> Exercise goal
All entries are to be transcribed verbatim, but images are not carried over.

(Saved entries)
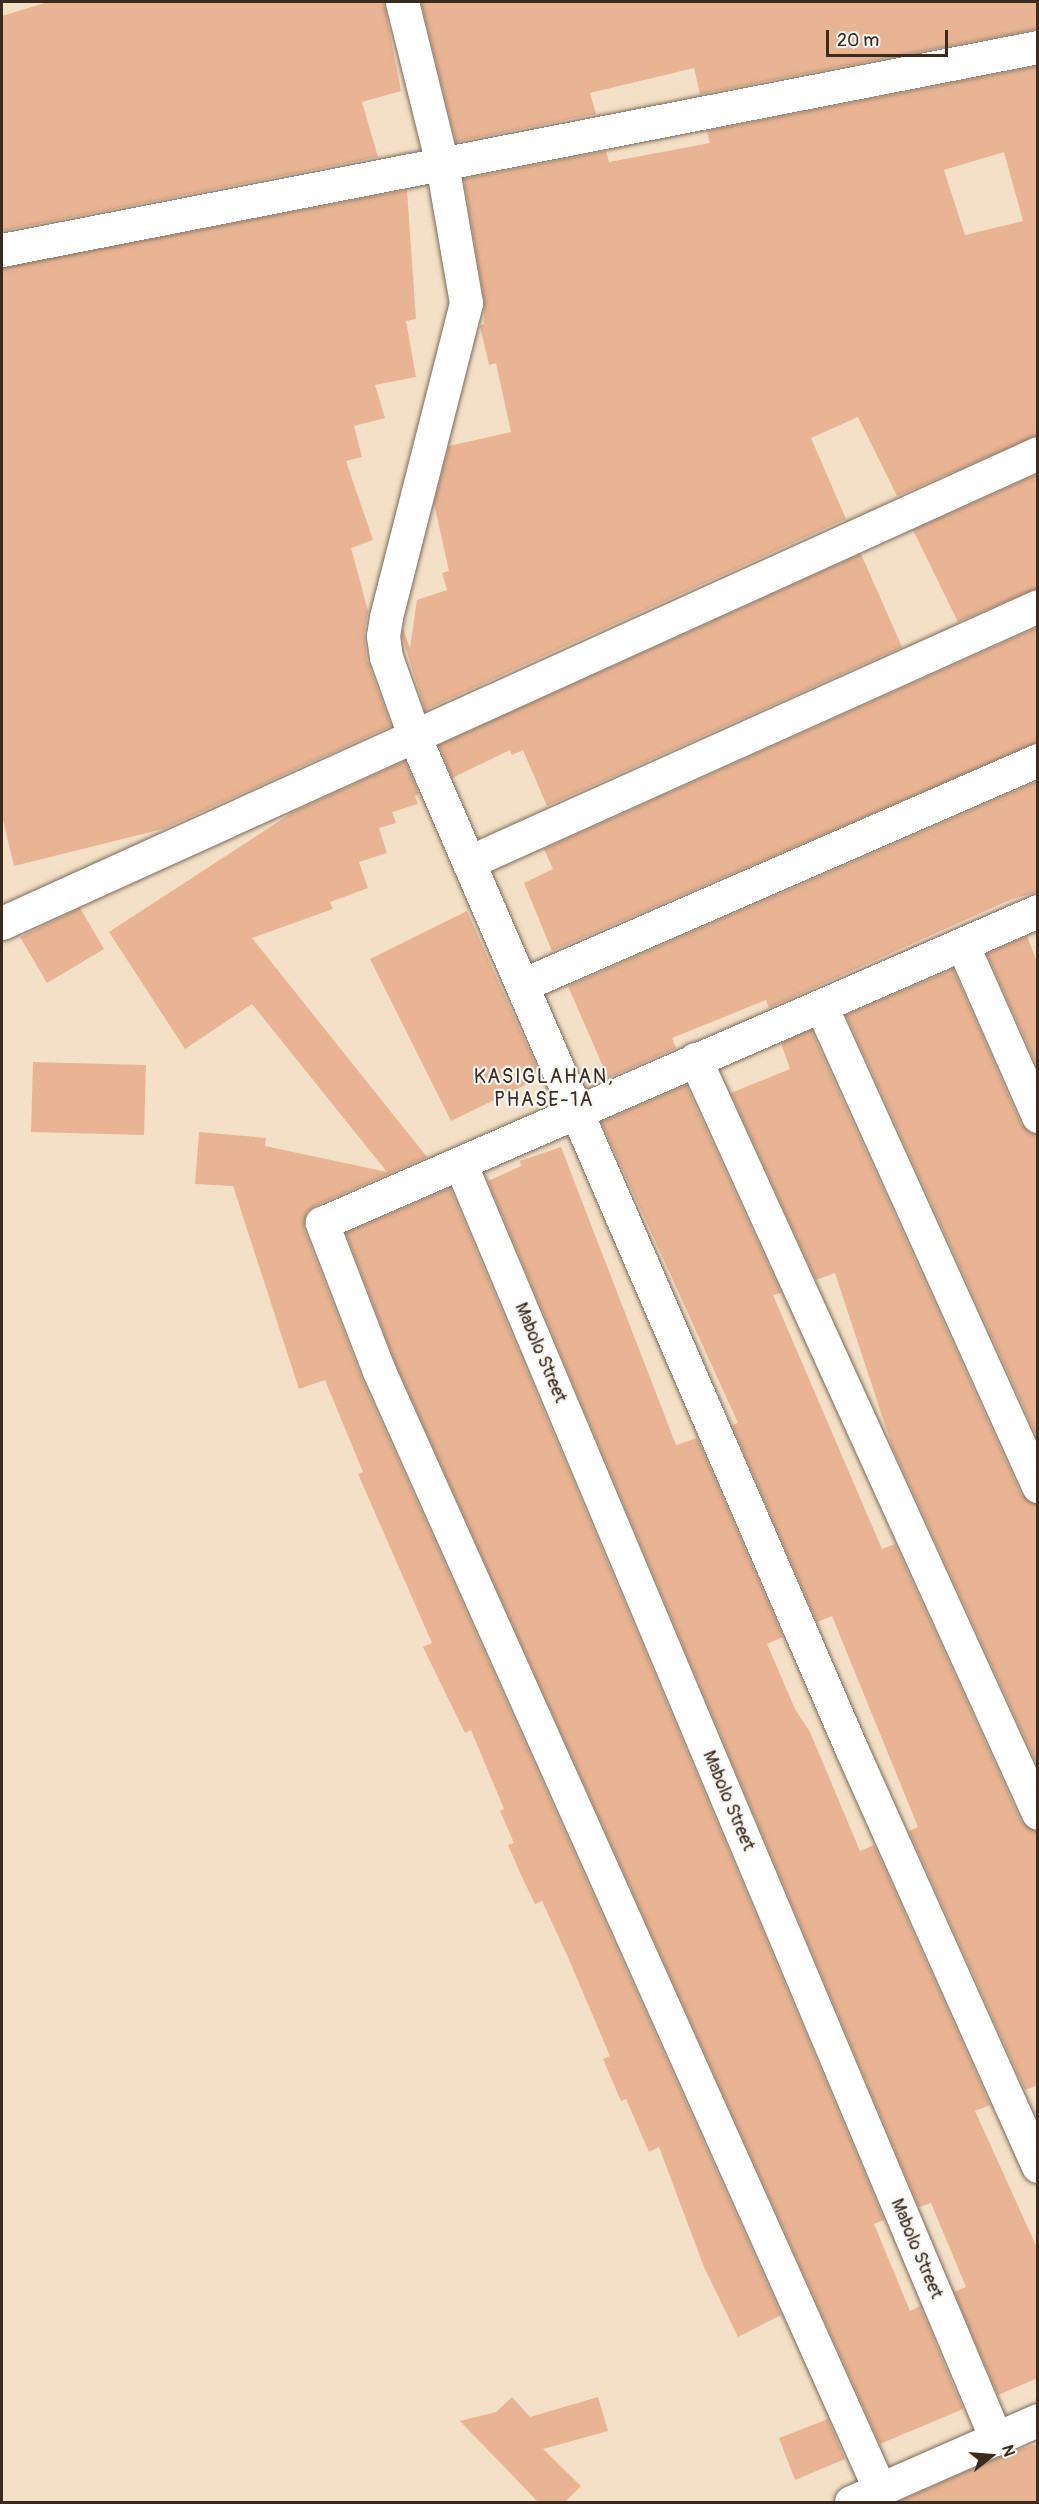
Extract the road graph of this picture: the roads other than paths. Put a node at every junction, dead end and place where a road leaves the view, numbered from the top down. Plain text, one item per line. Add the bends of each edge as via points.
1 (402, 2) edge
2 (1038, 47) edge
3 (442, 164) junction
4 (2, 250) edge
5 (1038, 453) edge
6 (1038, 606) edge
7 (415, 738) junction
8 (1038, 760) edge
9 (469, 862) junction
10 (1038, 911) edge
11 (3, 917) edge
12 (963, 945) junction
13 (522, 985) junction
14 (821, 1006) junction
15 (695, 1059) junction
16 (577, 1112) junction
17 (1038, 1116) edge
18 (460, 1162) junction
19 (1038, 1486) edge
20 (1038, 1813) edge
21 (1038, 2166) edge
22 (1038, 2420) edge
23 (996, 2439) junction
24 (865, 2496) edge

1 - 3 street
2 - 3 street
3 - 4 street
3 - 7 street via 466,303 416,490 383,636
5 - 7 street
6 - 9 street
7 - 9 street
7 - 11 street
8 - 13 street
9 - 13 street
10 - 12 street
12 - 14 street
12 - 17 street
13 - 16 street
14 - 15 street
14 - 19 street
15 - 16 street
15 - 20 street
16 - 18 street
16 - 21 street via 851,1748
18 - 23 street, Mabolo Street
18 - 24 street via 322,1223 379,1371
22 - 23 street
23 - 24 street

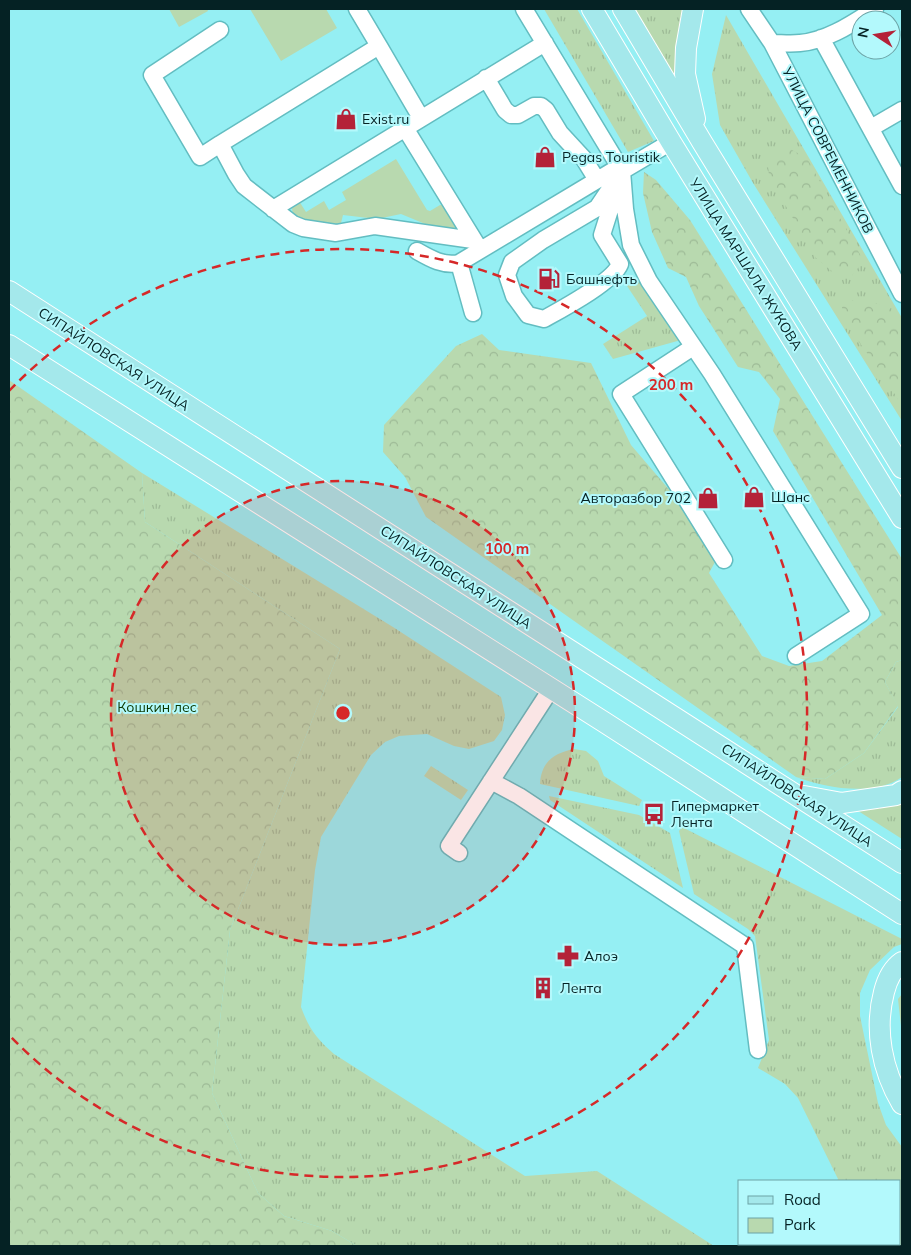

> Task response
Extract the road graph of this picture: the roads other than paths. Put a node at every junction, dead end and place where a road leaves the view, numbered from the top down. Plain text, one item per line. Add the bends of each edge as via points.
1 (402, 2) edge
2 (1038, 47) edge
3 (442, 164) junction
4 (2, 250) edge
5 (1038, 453) edge
6 (1038, 606) edge
7 (415, 738) junction
8 (1038, 760) edge
9 (469, 862) junction
10 (1038, 911) edge
11 (3, 917) edge
12 (963, 945) junction
13 (522, 985) junction
14 (821, 1006) junction
15 (695, 1059) junction
16 (577, 1112) junction
17 (1038, 1116) edge
18 (460, 1162) junction
19 (1038, 1486) edge
20 (1038, 1813) edge
21 (1038, 2166) edge
22 (1038, 2420) edge
23 (996, 2439) junction
24 (865, 2496) edge

1 - 3 street
2 - 3 street
3 - 4 street
3 - 7 street via 466,303 416,490 383,636
5 - 7 street
6 - 9 street
7 - 9 street
7 - 11 street
8 - 13 street
9 - 13 street
10 - 12 street
12 - 14 street
12 - 17 street
13 - 16 street
14 - 15 street
14 - 19 street
15 - 16 street
15 - 20 street
16 - 18 street
16 - 21 street via 851,1748
18 - 23 street, Mabolo Street
18 - 24 street via 322,1223 379,1371
22 - 23 street
23 - 24 street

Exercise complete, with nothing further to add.